What Are the Good Features in the Republican Tax Bill?


I have made very clear in recent posts that one negative feature of the tax bill, increasing national debt by $1 trillion over ten years, greatly outweighs its good features.  For this reason I ask Nebraska Senator Deb Fischer to put the welfare of our country ahead of the demands of her Republican colleagues and vote against the bill.

Nevertheless, the tax bill does have beneficial features and I would like to acknowledge them here.  Major ones are:

  • Lowering the corporate tax rate from 35% to 21% and moving to a territorial system, making us far more internationally competitive and encouraging our multinational corporations to bring their foreign profits back home.
  • Establishing immediate expensing of capital investment, thereby speeding up business investment and increasing economic growth.
  • Reducing itemized deductions for state and local taxes and mortgage interest, but not eliminating them as should be done for much greater revenue savings.
  • Increasing the standard deduction to $12,000/$24,000 (for singles/couples) which will reduce the number of individual taxpayers who itemize deductions from 30% to just 6%. This single feature alone achieves major simplification.
  • Measuring inflation adjustments for income thresholds by the Chained Consumer Price Index (CCPI) rather than the current CPI. CCPI takes consumer behavior into account when computing inflation and will lead to an increase in tax revenue over time.
  • Eliminating the individual mandate for the ACA which will lead to fewer healthy people signing up for health insurance.
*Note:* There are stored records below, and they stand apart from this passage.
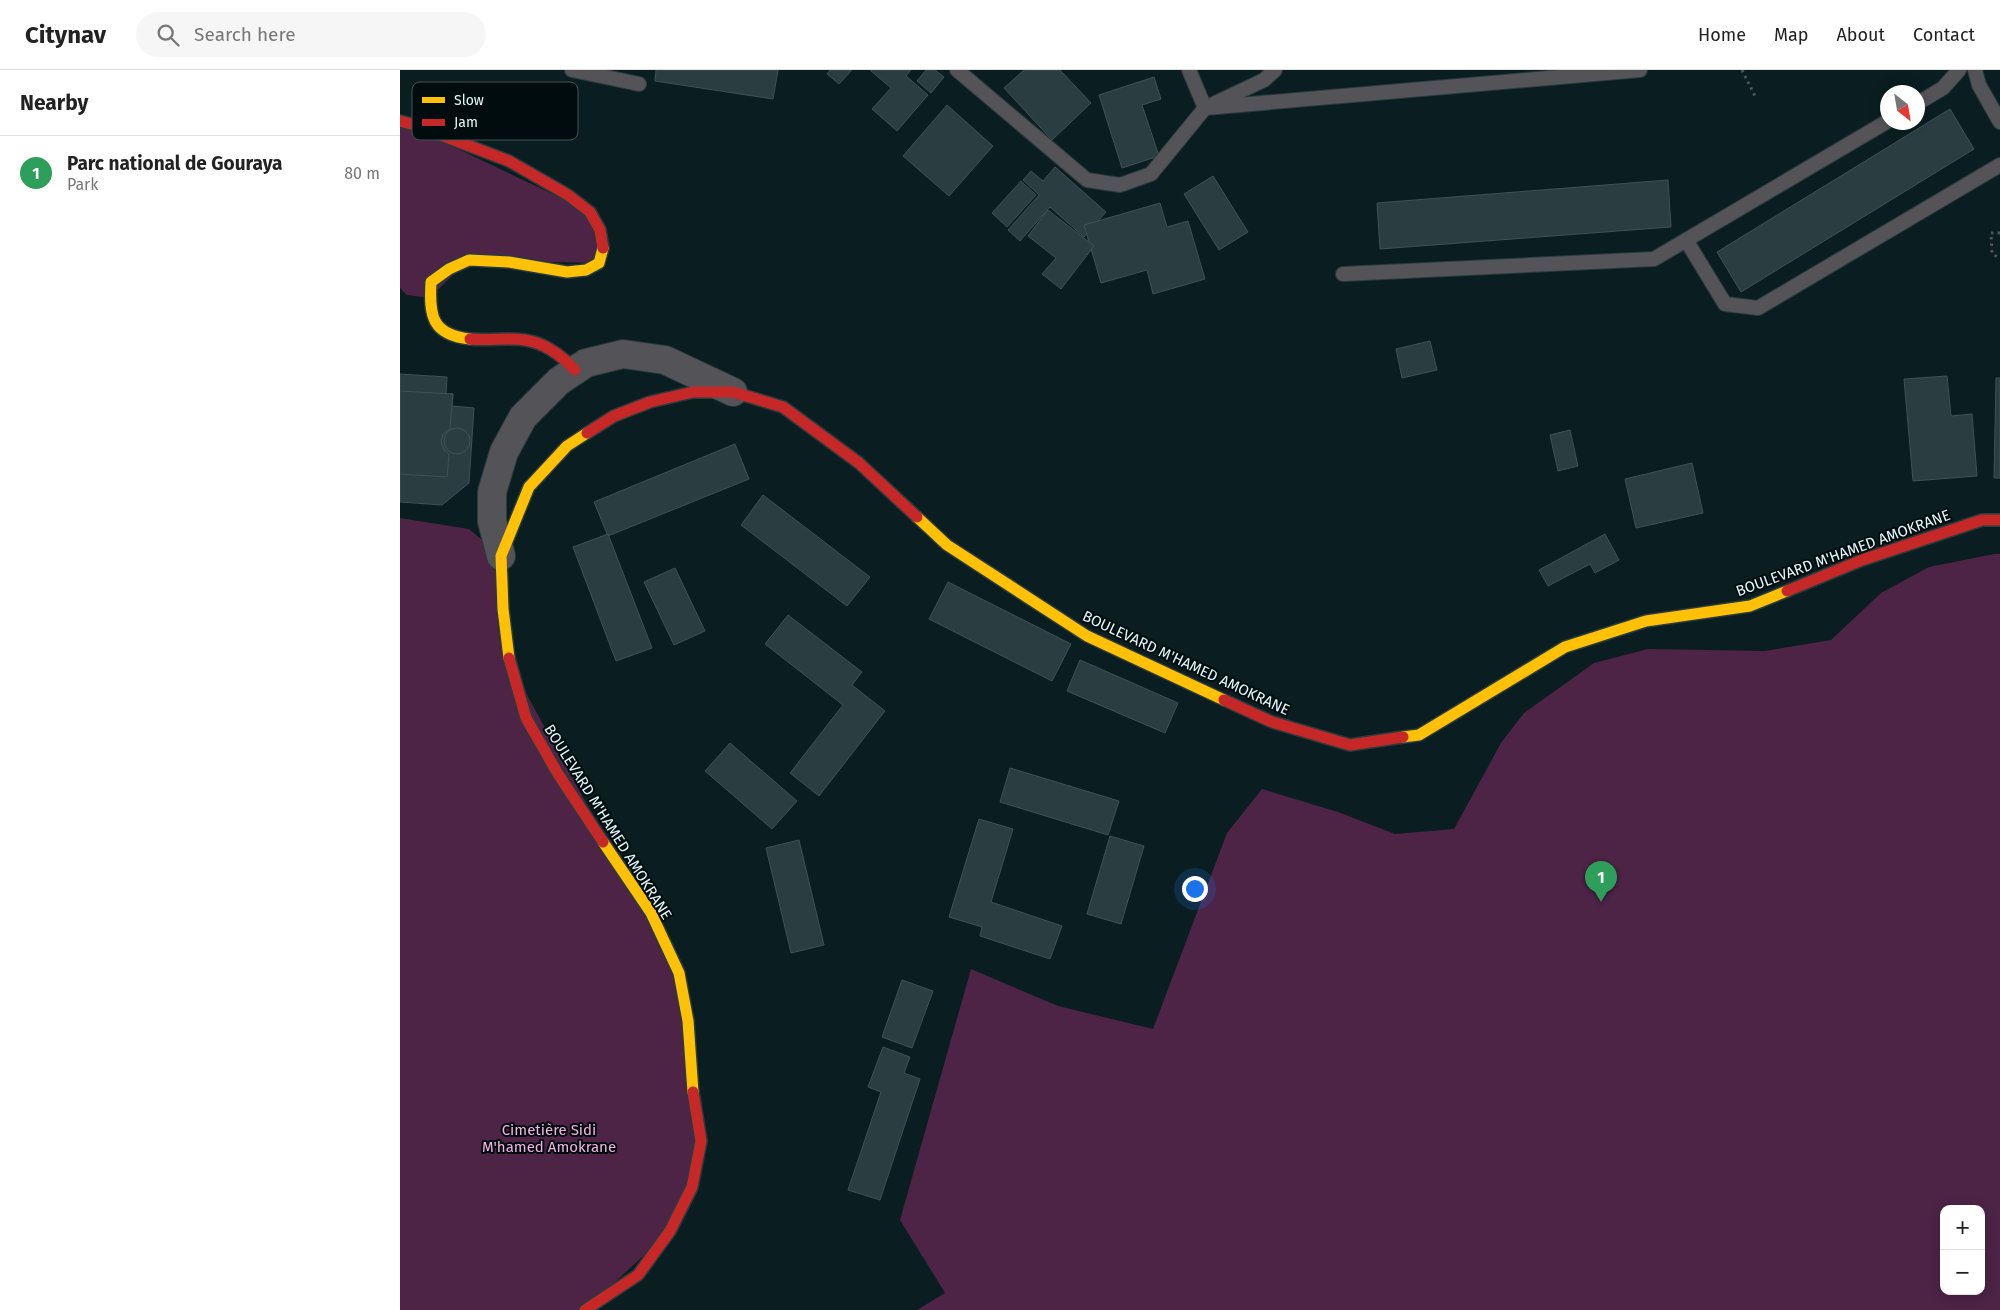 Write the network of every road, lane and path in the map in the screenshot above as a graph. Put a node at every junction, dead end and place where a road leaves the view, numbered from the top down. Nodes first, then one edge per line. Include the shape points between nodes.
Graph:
1 (572, 70) edge
2 (957, 70) edge
3 (1189, 70) edge
4 (1276, 70) edge
5 (1640, 70) edge
6 (1742, 70) edge
7 (1959, 70) edge
8 (1975, 70) edge
9 (639, 84) dead end
10 (1756, 98) dead end
11 (1925, 99) edge
12 (1204, 108) junction
13 (2000, 122) edge
14 (1880, 126) edge
15 (454, 140) edge
16 (2000, 165) edge
17 (2000, 233) edge
18 (1686, 240) junction
19 (2000, 259) edge
20 (1343, 274) dead end
21 (575, 370) junction
22 (733, 392) junction
23 (2000, 520) edge
24 (501, 556) junction
25 (585, 1310) edge

1 - 9 lane
2 - 12 lane via 1087,180 1120,185 1151,174
3 - 12 lane
4 - 12 lane via 1264,80
5 - 12 lane
6 - 10 path
7 - 11 lane via 1943,88
8 - 13 lane via 1978,85
14 - 18 lane
15 - 21 main road via 509,161 568,195 590,212 600,230 604,249 598,263 586,270 567,272 509,262 468,260 431,282 429,298 433,321 444,334 461,339 526,340 548,349
16 - 18 lane via 1758,308 1725,304
17 - 19 path via 1991,233 1992,253
18 - 20 lane via 1654,259
21 - 22 street via 586,363 624,354 665,360
21 - 24 street via 559,381 523,417 504,452 492,492 492,521
22 - 23 main road, BOULEVARD M'HAMED AMOKRANE via 783,407 859,463 947,545 1086,636 1272,722 1350,745 1420,735 1565,647 1646,621 1750,606 1862,560 1982,520
22 - 24 main road, BOULEVARD M'HAMED AMOKRANE via 693,392 650,402 614,416 567,446 529,488
24 - 25 main road, BOULEVARD M'HAMED AMOKRANE via 509,662 526,718 558,774 651,913 679,973 688,1021 693,1092 701,1141 692,1187 670,1231 638,1276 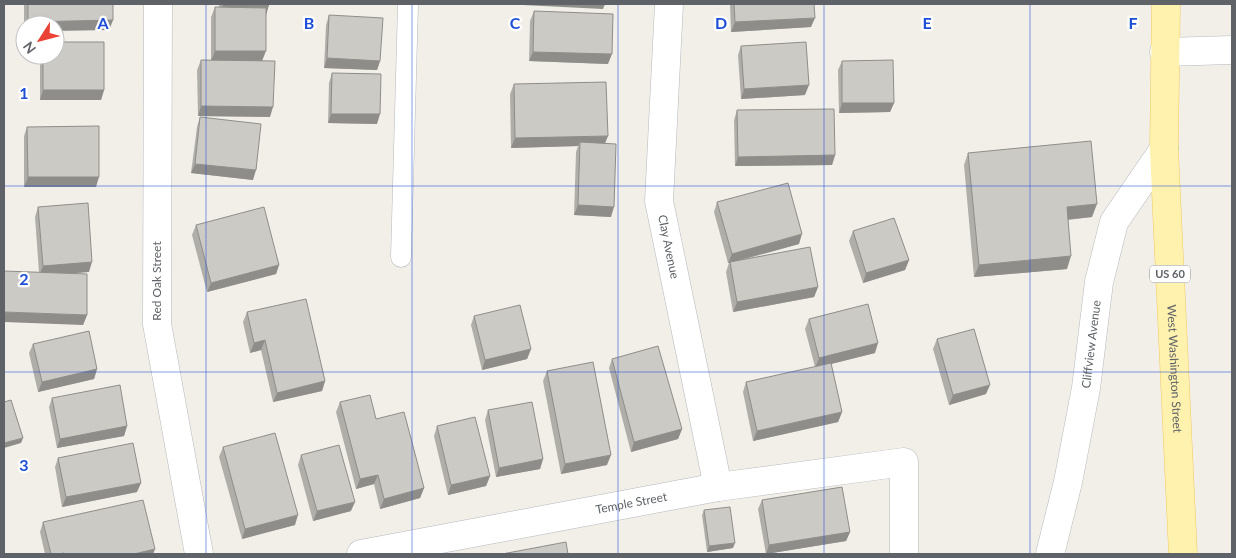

This begins a process of healthcare cost reform which must continue much further to significantly reduce the cost of American healthcare. Much more later.

Conclusion. The good features in the tax bill do not nearly outweigh the awfulness of adding $1 trillion to our debt over the next ten years. The Republican Party should be ashamed of itself for such poor fiscal and economic stewardship.  What is it thinking?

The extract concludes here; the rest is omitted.